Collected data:
—————

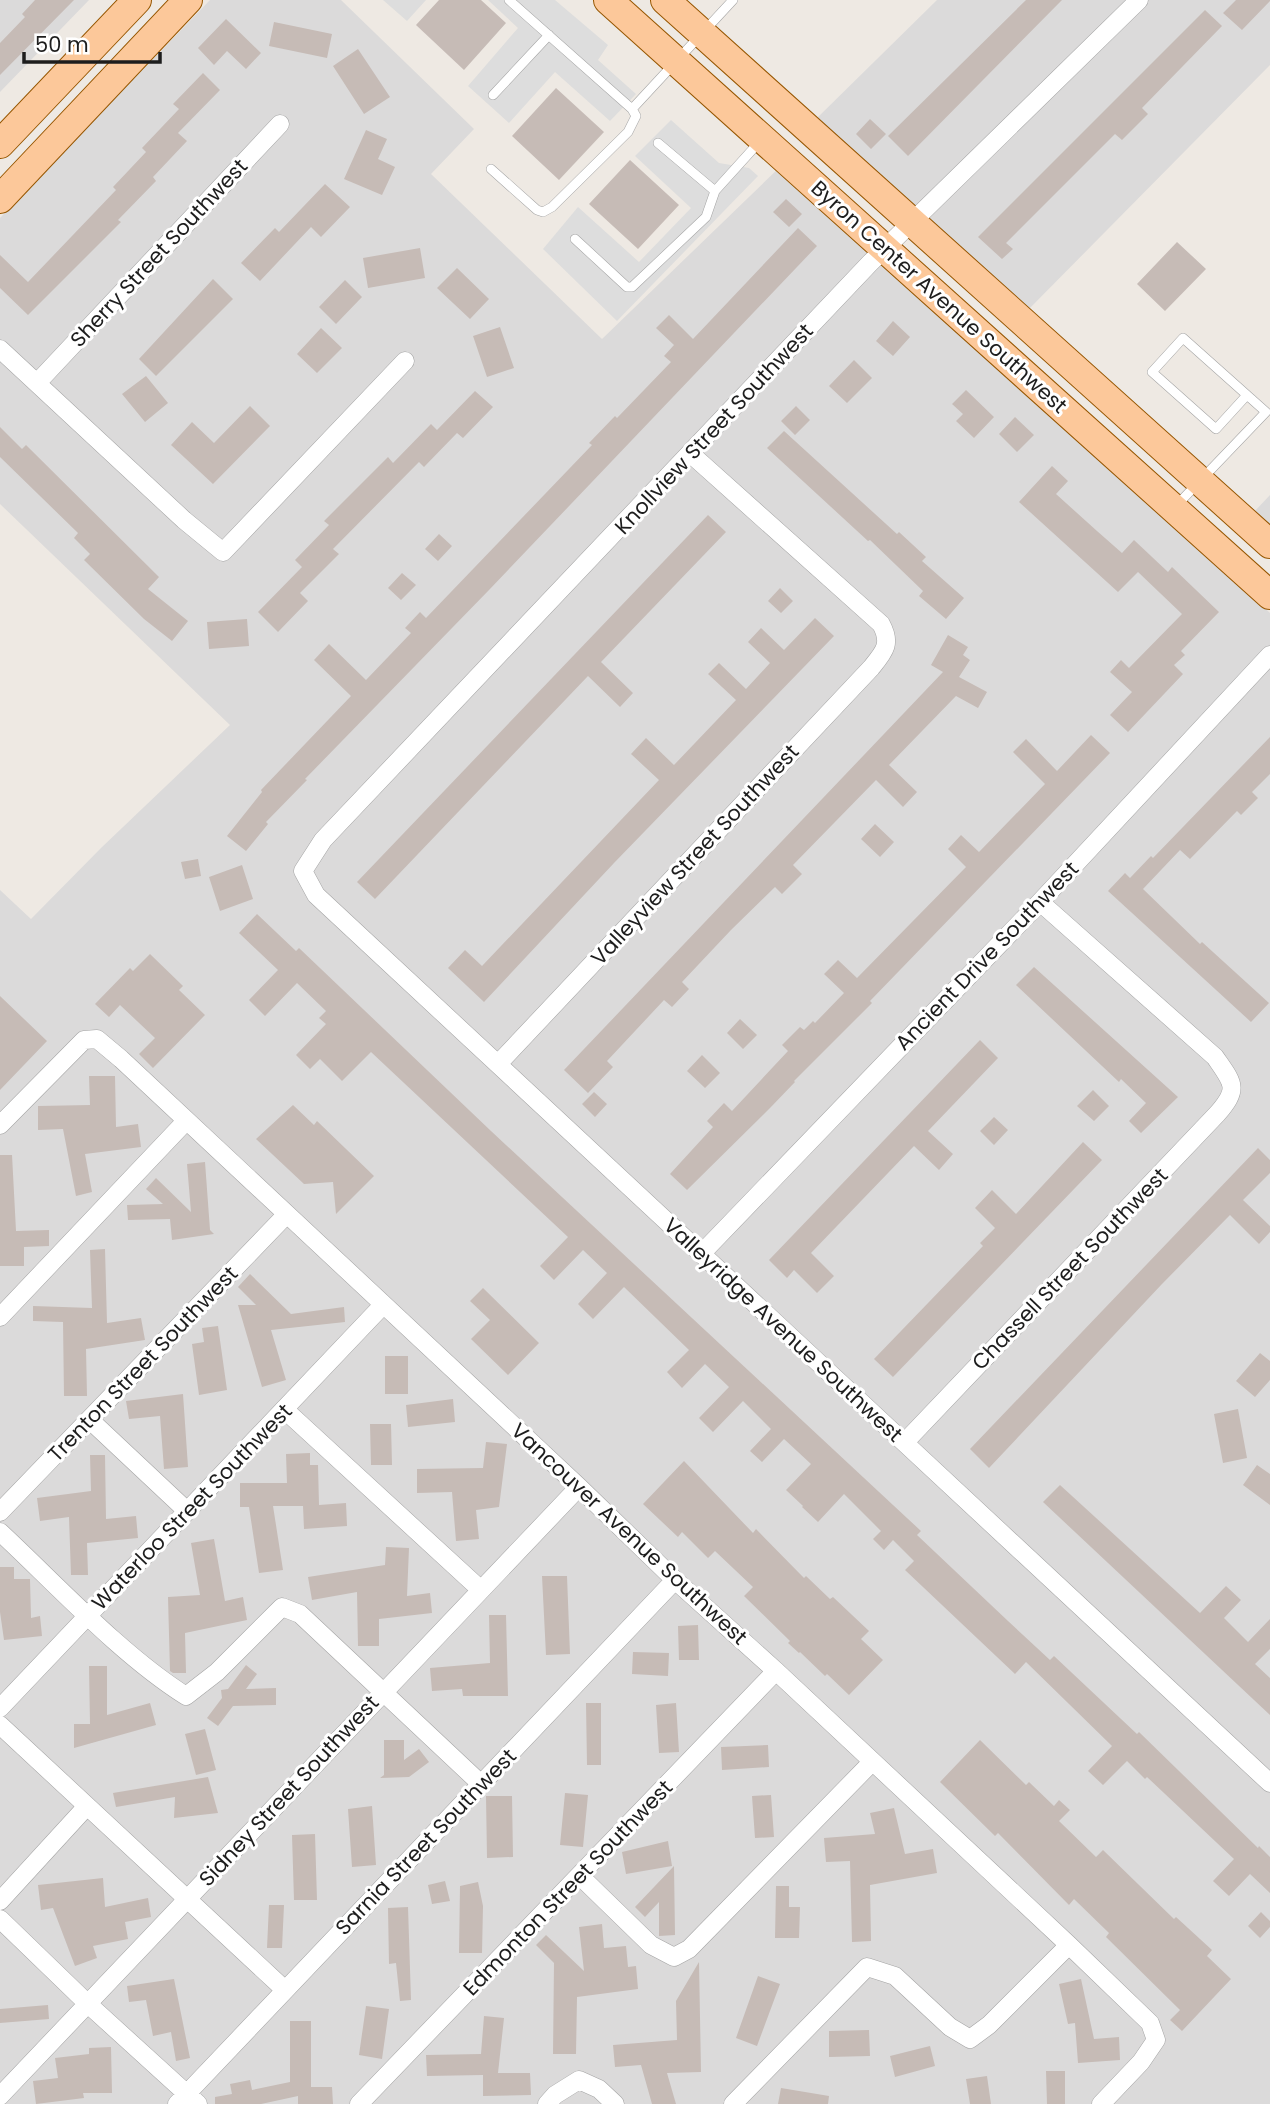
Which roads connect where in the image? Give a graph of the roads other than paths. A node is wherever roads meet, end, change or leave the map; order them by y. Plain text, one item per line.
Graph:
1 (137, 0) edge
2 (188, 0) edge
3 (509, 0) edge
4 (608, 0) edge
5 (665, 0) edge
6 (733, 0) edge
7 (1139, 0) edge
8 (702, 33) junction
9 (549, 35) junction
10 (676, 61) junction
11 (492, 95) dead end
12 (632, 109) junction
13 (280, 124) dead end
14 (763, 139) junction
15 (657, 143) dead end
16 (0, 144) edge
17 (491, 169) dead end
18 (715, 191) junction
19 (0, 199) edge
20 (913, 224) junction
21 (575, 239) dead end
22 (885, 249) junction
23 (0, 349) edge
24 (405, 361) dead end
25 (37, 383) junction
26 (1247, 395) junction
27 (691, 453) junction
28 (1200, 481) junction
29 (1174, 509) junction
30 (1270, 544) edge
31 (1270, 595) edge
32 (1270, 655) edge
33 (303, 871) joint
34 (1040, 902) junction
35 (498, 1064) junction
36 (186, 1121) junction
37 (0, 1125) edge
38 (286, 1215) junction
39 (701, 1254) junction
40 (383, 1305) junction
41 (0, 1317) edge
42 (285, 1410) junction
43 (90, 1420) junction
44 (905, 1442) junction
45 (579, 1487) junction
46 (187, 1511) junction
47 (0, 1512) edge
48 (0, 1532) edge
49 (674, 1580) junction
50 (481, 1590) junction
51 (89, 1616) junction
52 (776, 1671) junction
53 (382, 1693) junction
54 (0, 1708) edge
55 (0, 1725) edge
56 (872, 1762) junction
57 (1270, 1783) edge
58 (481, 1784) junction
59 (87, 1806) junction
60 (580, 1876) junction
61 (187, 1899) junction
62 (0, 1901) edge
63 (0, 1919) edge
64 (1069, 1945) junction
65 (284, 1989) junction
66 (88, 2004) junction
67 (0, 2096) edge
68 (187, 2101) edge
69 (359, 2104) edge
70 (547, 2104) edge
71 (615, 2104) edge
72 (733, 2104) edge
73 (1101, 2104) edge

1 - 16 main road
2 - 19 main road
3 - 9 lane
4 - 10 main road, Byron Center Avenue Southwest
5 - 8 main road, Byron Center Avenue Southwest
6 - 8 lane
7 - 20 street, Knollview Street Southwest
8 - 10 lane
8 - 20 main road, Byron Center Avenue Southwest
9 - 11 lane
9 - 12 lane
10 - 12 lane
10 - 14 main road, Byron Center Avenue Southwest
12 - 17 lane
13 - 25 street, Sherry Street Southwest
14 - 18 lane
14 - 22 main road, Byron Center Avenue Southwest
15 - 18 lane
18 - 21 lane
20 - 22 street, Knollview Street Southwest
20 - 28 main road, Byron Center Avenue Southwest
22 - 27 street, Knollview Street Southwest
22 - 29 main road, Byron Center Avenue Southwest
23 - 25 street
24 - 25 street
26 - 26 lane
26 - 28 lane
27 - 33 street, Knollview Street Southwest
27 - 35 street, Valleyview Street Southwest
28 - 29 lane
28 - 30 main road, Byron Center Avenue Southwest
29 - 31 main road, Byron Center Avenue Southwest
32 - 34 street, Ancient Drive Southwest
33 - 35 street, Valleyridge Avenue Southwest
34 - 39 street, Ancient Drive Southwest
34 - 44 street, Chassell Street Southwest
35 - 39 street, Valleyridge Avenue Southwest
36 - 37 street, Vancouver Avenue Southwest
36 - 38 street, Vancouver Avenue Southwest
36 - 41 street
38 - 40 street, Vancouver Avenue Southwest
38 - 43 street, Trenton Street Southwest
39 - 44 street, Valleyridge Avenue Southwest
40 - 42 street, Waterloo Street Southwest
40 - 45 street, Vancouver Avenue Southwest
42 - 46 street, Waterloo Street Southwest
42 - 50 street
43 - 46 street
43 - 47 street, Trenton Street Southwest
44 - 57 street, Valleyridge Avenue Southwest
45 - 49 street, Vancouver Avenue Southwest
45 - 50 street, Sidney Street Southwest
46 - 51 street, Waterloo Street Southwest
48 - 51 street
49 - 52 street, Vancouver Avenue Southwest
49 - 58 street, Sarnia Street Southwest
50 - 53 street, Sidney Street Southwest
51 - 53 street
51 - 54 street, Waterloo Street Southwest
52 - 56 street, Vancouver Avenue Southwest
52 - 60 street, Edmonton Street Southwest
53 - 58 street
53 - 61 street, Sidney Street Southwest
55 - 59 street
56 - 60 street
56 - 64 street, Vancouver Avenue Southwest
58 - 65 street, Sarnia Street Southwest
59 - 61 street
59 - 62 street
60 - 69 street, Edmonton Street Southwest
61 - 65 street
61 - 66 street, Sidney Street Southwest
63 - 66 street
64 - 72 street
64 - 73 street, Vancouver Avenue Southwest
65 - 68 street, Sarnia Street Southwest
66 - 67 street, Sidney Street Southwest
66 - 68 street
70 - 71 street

—————

Images stay out, but the rest of the records must be retyped exactly.

- [Task solution]
Which roads connect where in the image? Give a graph of the roads other than paths. A node is wherever roads meet, end, change or leave the map; order them by y. Plain text, one item per line.
Graph:
1 (137, 0) edge
2 (188, 0) edge
3 (509, 0) edge
4 (608, 0) edge
5 (665, 0) edge
6 (733, 0) edge
7 (1139, 0) edge
8 (702, 33) junction
9 (549, 35) junction
10 (676, 61) junction
11 (492, 95) dead end
12 (632, 109) junction
13 (280, 124) dead end
14 (763, 139) junction
15 (657, 143) dead end
16 (0, 144) edge
17 (491, 169) dead end
18 (715, 191) junction
19 (0, 199) edge
20 (913, 224) junction
21 (575, 239) dead end
22 (885, 249) junction
23 (0, 349) edge
24 (405, 361) dead end
25 (37, 383) junction
26 (1247, 395) junction
27 (691, 453) junction
28 (1200, 481) junction
29 (1174, 509) junction
30 (1270, 544) edge
31 (1270, 595) edge
32 (1270, 655) edge
33 (303, 871) joint
34 (1040, 902) junction
35 (498, 1064) junction
36 (186, 1121) junction
37 (0, 1125) edge
38 (286, 1215) junction
39 (701, 1254) junction
40 (383, 1305) junction
41 (0, 1317) edge
42 (285, 1410) junction
43 (90, 1420) junction
44 (905, 1442) junction
45 (579, 1487) junction
46 (187, 1511) junction
47 (0, 1512) edge
48 (0, 1532) edge
49 (674, 1580) junction
50 (481, 1590) junction
51 (89, 1616) junction
52 (776, 1671) junction
53 (382, 1693) junction
54 (0, 1708) edge
55 (0, 1725) edge
56 (872, 1762) junction
57 (1270, 1783) edge
58 (481, 1784) junction
59 (87, 1806) junction
60 (580, 1876) junction
61 (187, 1899) junction
62 (0, 1901) edge
63 (0, 1919) edge
64 (1069, 1945) junction
65 (284, 1989) junction
66 (88, 2004) junction
67 (0, 2096) edge
68 (187, 2101) edge
69 (359, 2104) edge
70 (547, 2104) edge
71 (615, 2104) edge
72 (733, 2104) edge
73 (1101, 2104) edge

1 - 16 main road
2 - 19 main road
3 - 9 lane
4 - 10 main road, Byron Center Avenue Southwest
5 - 8 main road, Byron Center Avenue Southwest
6 - 8 lane
7 - 20 street, Knollview Street Southwest
8 - 10 lane
8 - 20 main road, Byron Center Avenue Southwest
9 - 11 lane
9 - 12 lane
10 - 12 lane
10 - 14 main road, Byron Center Avenue Southwest
12 - 17 lane
13 - 25 street, Sherry Street Southwest
14 - 18 lane
14 - 22 main road, Byron Center Avenue Southwest
15 - 18 lane
18 - 21 lane
20 - 22 street, Knollview Street Southwest
20 - 28 main road, Byron Center Avenue Southwest
22 - 27 street, Knollview Street Southwest
22 - 29 main road, Byron Center Avenue Southwest
23 - 25 street
24 - 25 street
26 - 26 lane
26 - 28 lane
27 - 33 street, Knollview Street Southwest
27 - 35 street, Valleyview Street Southwest
28 - 29 lane
28 - 30 main road, Byron Center Avenue Southwest
29 - 31 main road, Byron Center Avenue Southwest
32 - 34 street, Ancient Drive Southwest
33 - 35 street, Valleyridge Avenue Southwest
34 - 39 street, Ancient Drive Southwest
34 - 44 street, Chassell Street Southwest
35 - 39 street, Valleyridge Avenue Southwest
36 - 37 street, Vancouver Avenue Southwest
36 - 38 street, Vancouver Avenue Southwest
36 - 41 street
38 - 40 street, Vancouver Avenue Southwest
38 - 43 street, Trenton Street Southwest
39 - 44 street, Valleyridge Avenue Southwest
40 - 42 street, Waterloo Street Southwest
40 - 45 street, Vancouver Avenue Southwest
42 - 46 street, Waterloo Street Southwest
42 - 50 street
43 - 46 street
43 - 47 street, Trenton Street Southwest
44 - 57 street, Valleyridge Avenue Southwest
45 - 49 street, Vancouver Avenue Southwest
45 - 50 street, Sidney Street Southwest
46 - 51 street, Waterloo Street Southwest
48 - 51 street
49 - 52 street, Vancouver Avenue Southwest
49 - 58 street, Sarnia Street Southwest
50 - 53 street, Sidney Street Southwest
51 - 53 street
51 - 54 street, Waterloo Street Southwest
52 - 56 street, Vancouver Avenue Southwest
52 - 60 street, Edmonton Street Southwest
53 - 58 street
53 - 61 street, Sidney Street Southwest
55 - 59 street
56 - 60 street
56 - 64 street, Vancouver Avenue Southwest
58 - 65 street, Sarnia Street Southwest
59 - 61 street
59 - 62 street
60 - 69 street, Edmonton Street Southwest
61 - 65 street
61 - 66 street, Sidney Street Southwest
63 - 66 street
64 - 72 street
64 - 73 street, Vancouver Avenue Southwest
65 - 68 street, Sarnia Street Southwest
66 - 67 street, Sidney Street Southwest
66 - 68 street
70 - 71 street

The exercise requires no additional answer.